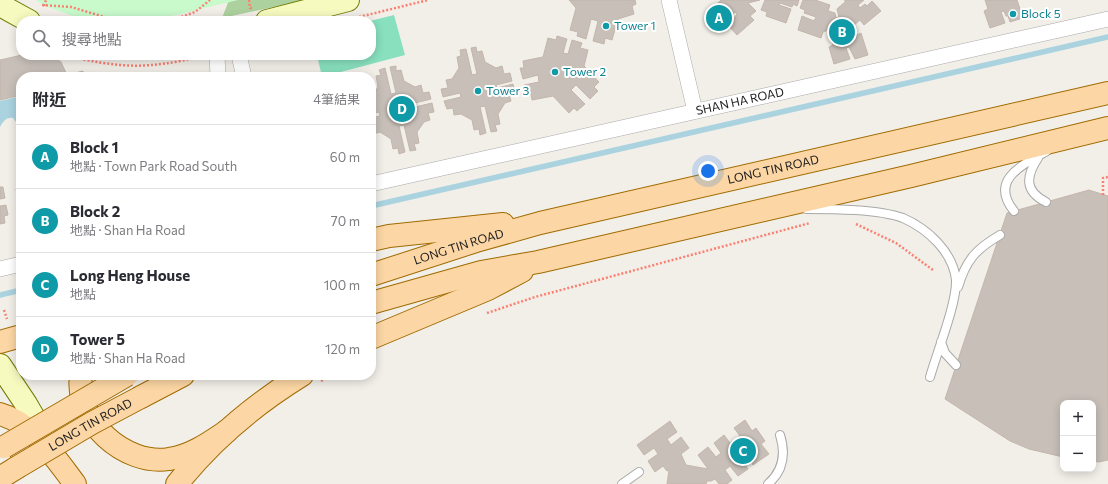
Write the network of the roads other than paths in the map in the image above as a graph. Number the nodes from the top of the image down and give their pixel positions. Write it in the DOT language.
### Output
graph roads {
  1 [pos="669,0"];
  2 [pos="0,5"];
  3 [pos="37,10"];
  4 [pos="350,10"];
  5 [pos="305,16"];
  6 [pos="1108,19"];
  7 [pos="217,60"];
  8 [pos="240,60"];
  9 [pos="218,72"];
  10 [pos="243,72"];
  11 [pos="1108,93"];
  12 [pos="695,111"];
  13 [pos="1108,128"];
  14 [pos="1082,134"];
  15 [pos="1039,156"];
  16 [pos="376,183"];
  17 [pos="1046,202"];
  18 [pos="767,209"];
  19 [pos="1014,211"];
  20 [pos="540,223"];
  21 [pos="1000,236"];
  22 [pos="376,239"];
  23 [pos="538,262"];
  24 [pos="16,265"];
  25 [pos="0,269"];
  26 [pos="376,273"];
  27 [pos="954,299"];
  28 [pos="376,302"];
  29 [pos="376,336"];
  30 [pos="16,337"];
  31 [pos="0,342"];
  32 [pos="940,342"];
  33 [pos="0,365"];
  34 [pos="956,365"];
  35 [pos="930,377"];
  36 [pos="81,380"];
  37 [pos="118,380"];
  38 [pos="173,380"];
  39 [pos="295,380"];
  40 [pos="0,414"];
  41 [pos="227,431"];
  42 [pos="780,435"];
  43 [pos="0,449"];
  44 [pos="56,460"];
  45 [pos="639,472"];
  46 [pos="0,478"];
  47 [pos="75,484"];
  48 [pos="177,484"];
  49 [pos="622,484"];
  50 [pos="768,484"];
  1 -- 12 [label="street"];
  2 -- 3 [label="street"];
  4 -- 5 [label="street"];
  6 -- 12 [label="street, SHAN HA ROAD"];
  7 -- 9 [label="street"];
  8 -- 10 [label="street"];
  11 -- 20 [label="main road, LONG TIN ROAD"];
  12 -- 16 [label="street, SHAN HA ROAD"];
  13 -- 14 [label="main road"];
  14 -- 15 [label="lane"];
  14 -- 18 [label="main road"];
  15 -- 17 [label="lane"];
  15 -- 19 [label="lane"];
  18 -- 23 [label="main road"];
  18 -- 27 [label="lane"];
  20 -- 22 [label="main road"];
  20 -- 26 [label="main road, LONG TIN ROAD"];
  21 -- 27 [label="lane"];
  23 -- 28 [label="main road"];
  23 -- 29 [label="main road"];
  24 -- 25 [label="street"];
  27 -- 32 [label="lane"];
  30 -- 31 [label="main road"];
  32 -- 34 [label="lane"];
  32 -- 35 [label="lane"];
  33 -- 44 [label="street"];
  36 -- 41 [label="main road"];
  37 -- 43 [label="main road, bridge"];
  38 -- 46 [label="main road, LONG TIN ROAD, bridge"];
  39 -- 41 [label="main road"];
  40 -- 44 [label="main road"];
  41 -- 48 [label="main road"];
  42 -- 50 [label="lane"];
  44 -- 47 [label="main road"];
  45 -- 49 [label="lane"];
}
────────────────────────────────────────
> **Work required**
Would you please transcribe the listing in full, exactly, while omitting the images?

> **Task solution**
Write the network of the roads other than paths in the map in the image above as a graph. Number the nodes from the top of the image down and give their pixel positions. Write it in the DOT language.
### Output
graph roads {
  1 [pos="669,0"];
  2 [pos="0,5"];
  3 [pos="37,10"];
  4 [pos="350,10"];
  5 [pos="305,16"];
  6 [pos="1108,19"];
  7 [pos="217,60"];
  8 [pos="240,60"];
  9 [pos="218,72"];
  10 [pos="243,72"];
  11 [pos="1108,93"];
  12 [pos="695,111"];
  13 [pos="1108,128"];
  14 [pos="1082,134"];
  15 [pos="1039,156"];
  16 [pos="376,183"];
  17 [pos="1046,202"];
  18 [pos="767,209"];
  19 [pos="1014,211"];
  20 [pos="540,223"];
  21 [pos="1000,236"];
  22 [pos="376,239"];
  23 [pos="538,262"];
  24 [pos="16,265"];
  25 [pos="0,269"];
  26 [pos="376,273"];
  27 [pos="954,299"];
  28 [pos="376,302"];
  29 [pos="376,336"];
  30 [pos="16,337"];
  31 [pos="0,342"];
  32 [pos="940,342"];
  33 [pos="0,365"];
  34 [pos="956,365"];
  35 [pos="930,377"];
  36 [pos="81,380"];
  37 [pos="118,380"];
  38 [pos="173,380"];
  39 [pos="295,380"];
  40 [pos="0,414"];
  41 [pos="227,431"];
  42 [pos="780,435"];
  43 [pos="0,449"];
  44 [pos="56,460"];
  45 [pos="639,472"];
  46 [pos="0,478"];
  47 [pos="75,484"];
  48 [pos="177,484"];
  49 [pos="622,484"];
  50 [pos="768,484"];
  1 -- 12 [label="street"];
  2 -- 3 [label="street"];
  4 -- 5 [label="street"];
  6 -- 12 [label="street, SHAN HA ROAD"];
  7 -- 9 [label="street"];
  8 -- 10 [label="street"];
  11 -- 20 [label="main road, LONG TIN ROAD"];
  12 -- 16 [label="street, SHAN HA ROAD"];
  13 -- 14 [label="main road"];
  14 -- 15 [label="lane"];
  14 -- 18 [label="main road"];
  15 -- 17 [label="lane"];
  15 -- 19 [label="lane"];
  18 -- 23 [label="main road"];
  18 -- 27 [label="lane"];
  20 -- 22 [label="main road"];
  20 -- 26 [label="main road, LONG TIN ROAD"];
  21 -- 27 [label="lane"];
  23 -- 28 [label="main road"];
  23 -- 29 [label="main road"];
  24 -- 25 [label="street"];
  27 -- 32 [label="lane"];
  30 -- 31 [label="main road"];
  32 -- 34 [label="lane"];
  32 -- 35 [label="lane"];
  33 -- 44 [label="street"];
  36 -- 41 [label="main road"];
  37 -- 43 [label="main road, bridge"];
  38 -- 46 [label="main road, LONG TIN ROAD, bridge"];
  39 -- 41 [label="main road"];
  40 -- 44 [label="main road"];
  41 -- 48 [label="main road"];
  42 -- 50 [label="lane"];
  44 -- 47 [label="main road"];
  45 -- 49 [label="lane"];
}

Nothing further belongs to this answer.